AIM OF THE TASK
Give the number of lines in the data below where the word "Beck" appears, and nothing besides.
═══ DATA
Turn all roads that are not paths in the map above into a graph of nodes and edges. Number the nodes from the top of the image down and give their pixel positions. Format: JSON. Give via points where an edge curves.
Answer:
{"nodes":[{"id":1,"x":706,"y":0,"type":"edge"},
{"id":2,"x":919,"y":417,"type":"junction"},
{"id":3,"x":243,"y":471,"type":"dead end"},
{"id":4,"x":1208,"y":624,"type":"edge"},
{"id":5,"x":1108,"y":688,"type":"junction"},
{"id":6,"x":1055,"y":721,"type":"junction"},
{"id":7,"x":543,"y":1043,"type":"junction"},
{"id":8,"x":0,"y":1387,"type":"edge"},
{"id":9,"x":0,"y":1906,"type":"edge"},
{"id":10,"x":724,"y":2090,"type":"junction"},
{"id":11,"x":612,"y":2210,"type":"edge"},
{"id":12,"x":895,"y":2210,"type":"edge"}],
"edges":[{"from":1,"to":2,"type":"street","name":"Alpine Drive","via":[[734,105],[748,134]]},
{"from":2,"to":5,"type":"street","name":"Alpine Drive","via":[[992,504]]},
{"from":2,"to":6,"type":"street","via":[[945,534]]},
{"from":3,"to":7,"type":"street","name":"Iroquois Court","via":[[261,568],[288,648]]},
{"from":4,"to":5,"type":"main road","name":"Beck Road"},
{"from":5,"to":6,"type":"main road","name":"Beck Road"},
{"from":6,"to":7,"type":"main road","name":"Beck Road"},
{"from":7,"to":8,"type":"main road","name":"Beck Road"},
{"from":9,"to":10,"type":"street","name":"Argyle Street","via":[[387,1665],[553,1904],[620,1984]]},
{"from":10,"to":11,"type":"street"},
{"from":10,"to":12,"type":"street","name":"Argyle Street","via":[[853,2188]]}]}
══════
ANSWER TO THIS TASK
4